Touring a museum with Project Tango is an empowering glimpse into the future

It’s easy to forget how difficult it was to find places in the days before Google Maps, but for all the improvements we’ve seen in outdoor navigation guides, we still lack a reliable way to get where we’re going inside. The Tango App experience was created by Google and Lenovo to demonstrate the potential of Project Tango and augmented reality to help us navigate indoors and find people and places.

During Mobile World Congress, we were given a guided tour of the modern art section of Barcelona’s stunning Museu Nacional d’Art de Catalunya which sits atop Montjuic hill. But our tour guide wasn’t a person, it was an augmented reality app on a tablet.

It was like having an insanely convenient version of Wikipedia with us at the museum.

Lenovo was able to quickly map out an area of the museum reserved for the MWC demo and mark specific points of interest using Project Tango tablets and special software called GuidiGo. The app guided us to certain artworks via a trail of blue dots on the floor visible on the tablet screen and announced when we reached our destination.

Once there, there was even more augmented reality to try. By holding the tablet up in front of a painting and tapping on specific highlighted spots we were able to access more details about the characters portrayed within pieces of art, and dip into all sorts of related information. It was like having an insanely convenient version of Wikipedia with us at the museum.

It’s easy to imagine the possibilities for technology like this. It could be used to help guide you through confusing underground stations, take you directly where you want to go in a shopping mall, or even help you find someone within a crowded building.

In the lobby of the demo area, some Project Tango tablets were using Glympse software to display where people (who had specific devices) were by showing avatars above their heads. If they were in another room or downstairs, the avatar was displayed smaller or on the floor. If they were in the room it would appear directly above their heads.

Lenovo Project Tango
Simon Hill/Digital Trends
Simon Hill/Digital Trends

The software isn’t perfect, though. Occasionally, the trail of blue dots tried to take us through a wall, like we’re a ghost or something, but when we did take a wrong turn it simply recalculated our route, like Google Maps.

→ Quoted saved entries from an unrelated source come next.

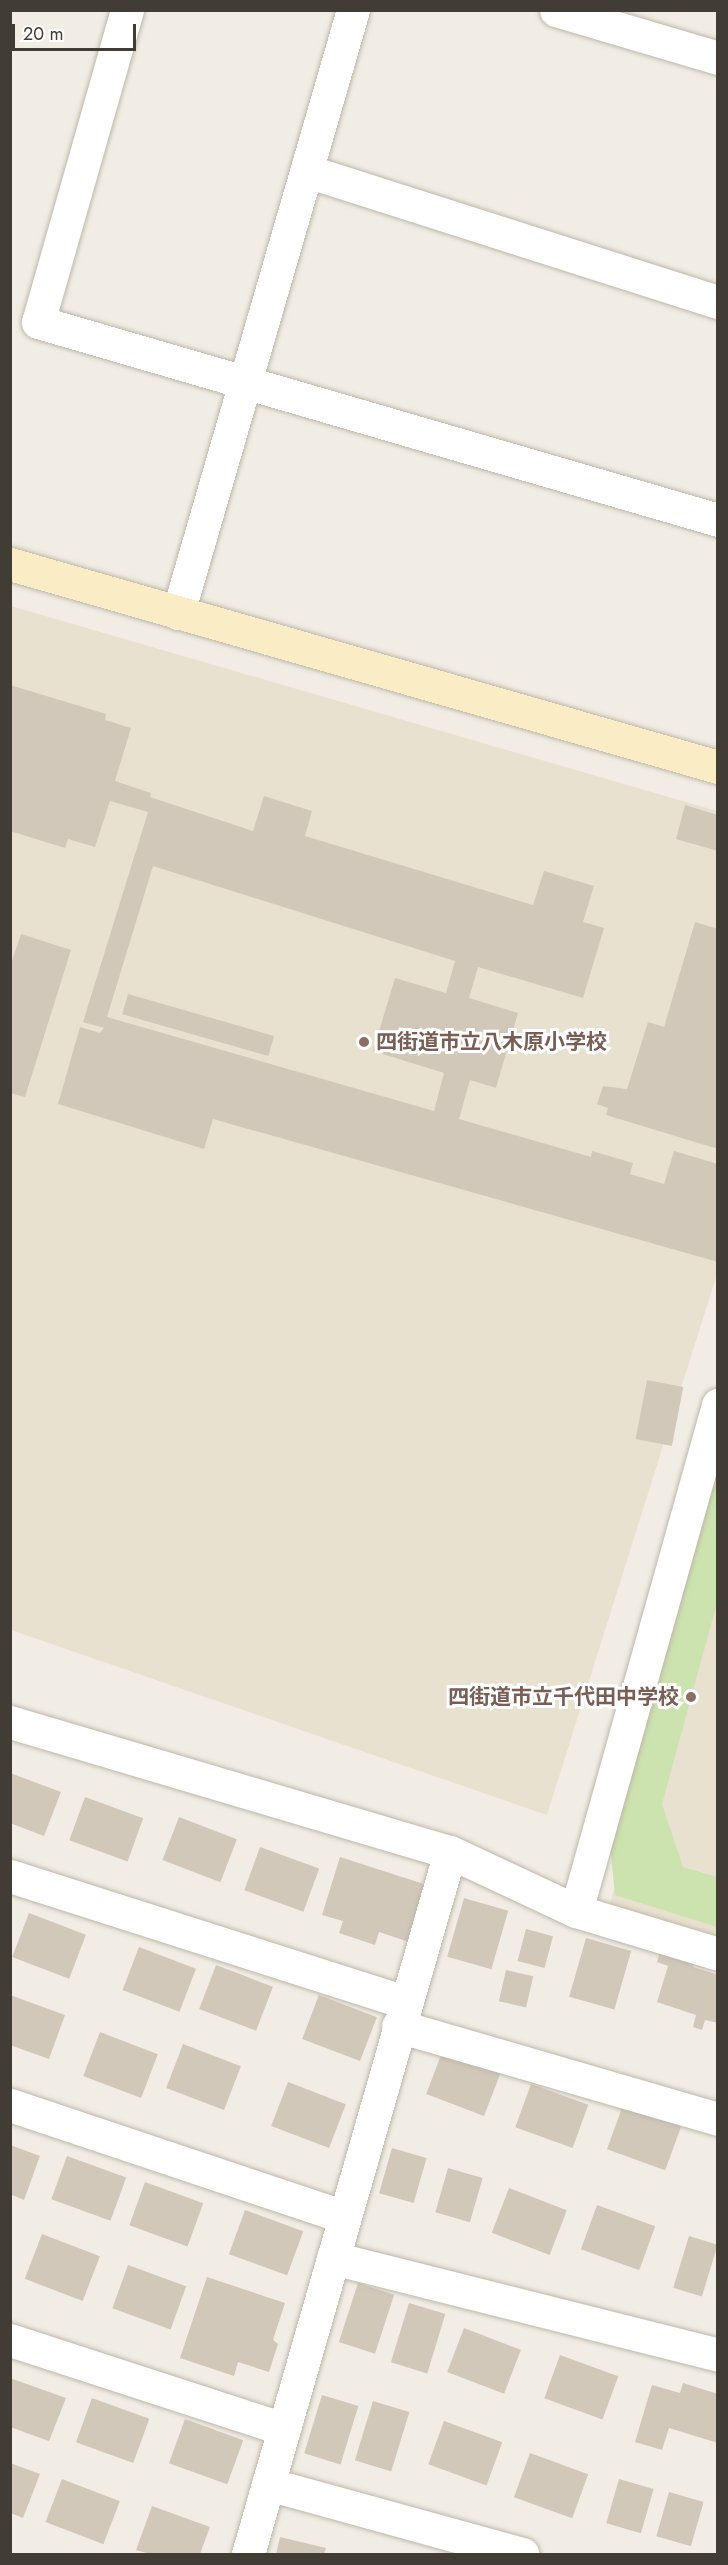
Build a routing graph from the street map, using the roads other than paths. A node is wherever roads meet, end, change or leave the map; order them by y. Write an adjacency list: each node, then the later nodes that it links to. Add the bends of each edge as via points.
1 (127, 10): 7 (street, via 38,322)
2 (353, 10): 5 (street)
3 (556, 10): 4 (street)
4 (717, 58)
5 (307, 171): 6 (street); 7 (street)
6 (717, 302)
7 (245, 383): 8 (street); 10 (street)
8 (717, 520)
9 (10, 564): 10 (street)
10 (178, 613): 11 (street)
11 (717, 767)
12 (717, 1406): 16 (street)
13 (10, 1722): 14 (street)
14 (450, 1852): 16 (street); 18 (street)
15 (10, 1876): 18 (street)
16 (576, 1911): 17 (street)
17 (717, 1954)
18 (402, 2014): 20 (street); 21 (street)
19 (10, 2105): 21 (street)
20 (717, 2119)
21 (344, 2217): 22 (street)
22 (333, 2258): 24 (street); 25 (street)
23 (10, 2340): 25 (street)
24 (717, 2355)
25 (284, 2429): 26 (street)
26 (268, 2484): 27 (street); 28 (street)
27 (248, 2554)
28 (523, 2554)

The real stumbling block for anyone interested in using this technology right now is the lack of any available hardware, but at CES back in January Lenovo announced that it would release a smartphone with 3D imaging support in the U.S. this summer.

Project Tango has the potential to do the same for indoor navigation as Google Maps has done for outdoor navigation. Once the technology is widely available there’s real scope for destinations to be fully mapped in interesting ways through crowdsourcing. We could have indoor guides to museums, art galleries, malls, and all kinds of other venues with points of interest marked with expandable AR content. Of course, one barrier may be businesses and establishments themselves. Before Google, or any company, can make an indoor map, they must obtain permission from whoever owns the building or space. For years, this has been one of indoor mapping’s biggest challenge, and one of the reasons why only a small number of buildings have indoor maps right now.

Our trip round the museum was brief, but inspiring. This is exciting technology, and definitely an overdue innovation. We imagine it coming in handy at sports stadiums or in places like Las Vegas casinos, where layouts are a nightmare and it’s easy to get lost, but the ability to layer AR information onto any surface also opens up a huge array of possibilities. Future grocery stores could announce sales and help you find products to buy, for example, or just guide you directly to the box of Oreos you shouldn’t buy.

We can’t wait to really learn how to Tango with Lenovo later this year.